ABOUT THIS EXERCISE: Transcribe the records below in full; pictures stay out of the copy.

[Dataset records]
+---+

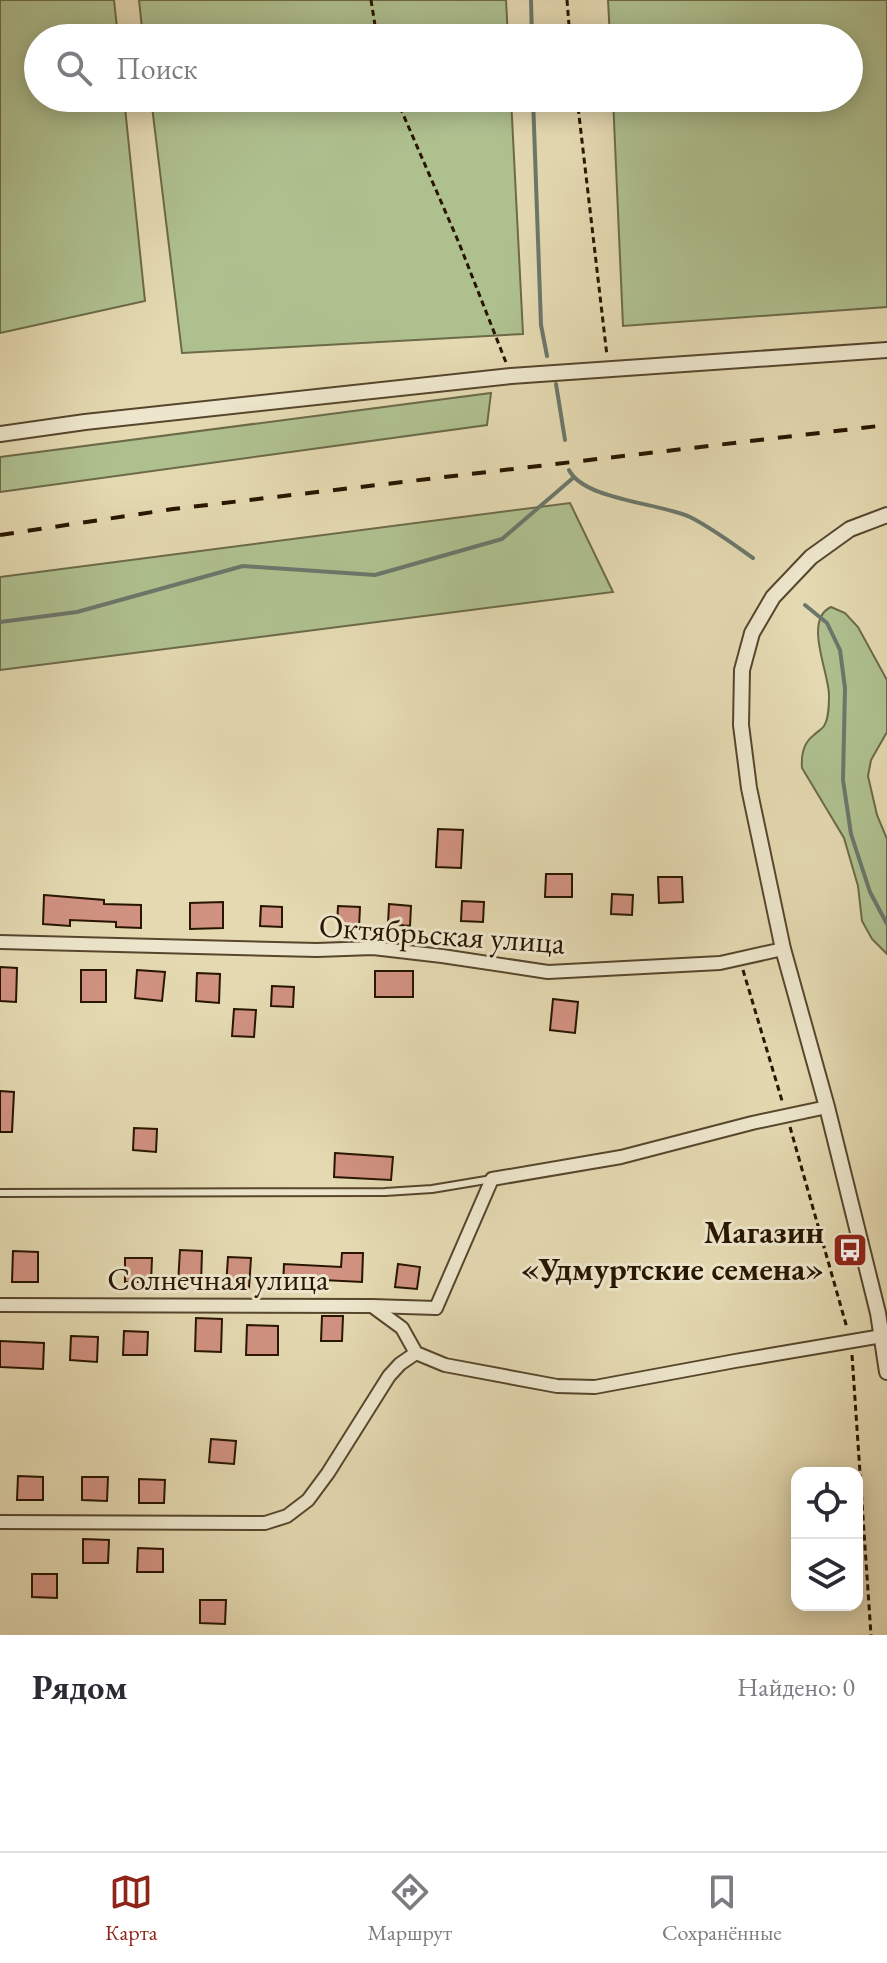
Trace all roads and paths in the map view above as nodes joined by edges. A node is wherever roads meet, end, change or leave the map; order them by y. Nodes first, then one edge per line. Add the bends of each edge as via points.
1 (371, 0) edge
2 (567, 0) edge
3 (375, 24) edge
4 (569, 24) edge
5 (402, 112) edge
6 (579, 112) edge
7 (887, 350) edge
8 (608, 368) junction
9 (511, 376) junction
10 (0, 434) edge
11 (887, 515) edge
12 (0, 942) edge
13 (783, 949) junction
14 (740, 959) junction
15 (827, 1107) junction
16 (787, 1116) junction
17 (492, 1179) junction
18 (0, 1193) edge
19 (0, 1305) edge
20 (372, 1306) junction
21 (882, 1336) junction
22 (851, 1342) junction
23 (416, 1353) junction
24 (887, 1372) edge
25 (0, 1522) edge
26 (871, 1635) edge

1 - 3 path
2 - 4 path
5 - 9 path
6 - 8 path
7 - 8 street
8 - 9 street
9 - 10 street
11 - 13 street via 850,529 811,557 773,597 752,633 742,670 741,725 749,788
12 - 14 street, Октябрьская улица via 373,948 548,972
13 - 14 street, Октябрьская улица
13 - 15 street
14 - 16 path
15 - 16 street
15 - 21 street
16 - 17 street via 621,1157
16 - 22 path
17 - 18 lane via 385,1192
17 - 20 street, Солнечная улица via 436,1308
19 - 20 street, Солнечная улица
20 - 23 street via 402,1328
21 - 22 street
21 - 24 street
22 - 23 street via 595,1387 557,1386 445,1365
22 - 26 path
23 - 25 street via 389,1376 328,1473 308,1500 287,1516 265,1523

+---+

THE ANSWER:
Trace all roads and paths in the map view above as nodes joined by edges. A node is wherever roads meet, end, change or leave the map; order them by y. Nodes first, then one edge per line. Add the bends of each edge as via points.
1 (371, 0) edge
2 (567, 0) edge
3 (375, 24) edge
4 (569, 24) edge
5 (402, 112) edge
6 (579, 112) edge
7 (887, 350) edge
8 (608, 368) junction
9 (511, 376) junction
10 (0, 434) edge
11 (887, 515) edge
12 (0, 942) edge
13 (783, 949) junction
14 (740, 959) junction
15 (827, 1107) junction
16 (787, 1116) junction
17 (492, 1179) junction
18 (0, 1193) edge
19 (0, 1305) edge
20 (372, 1306) junction
21 (882, 1336) junction
22 (851, 1342) junction
23 (416, 1353) junction
24 (887, 1372) edge
25 (0, 1522) edge
26 (871, 1635) edge

1 - 3 path
2 - 4 path
5 - 9 path
6 - 8 path
7 - 8 street
8 - 9 street
9 - 10 street
11 - 13 street via 850,529 811,557 773,597 752,633 742,670 741,725 749,788
12 - 14 street, Октябрьская улица via 373,948 548,972
13 - 14 street, Октябрьская улица
13 - 15 street
14 - 16 path
15 - 16 street
15 - 21 street
16 - 17 street via 621,1157
16 - 22 path
17 - 18 lane via 385,1192
17 - 20 street, Солнечная улица via 436,1308
19 - 20 street, Солнечная улица
20 - 23 street via 402,1328
21 - 22 street
21 - 24 street
22 - 23 street via 595,1387 557,1386 445,1365
22 - 26 path
23 - 25 street via 389,1376 328,1473 308,1500 287,1516 265,1523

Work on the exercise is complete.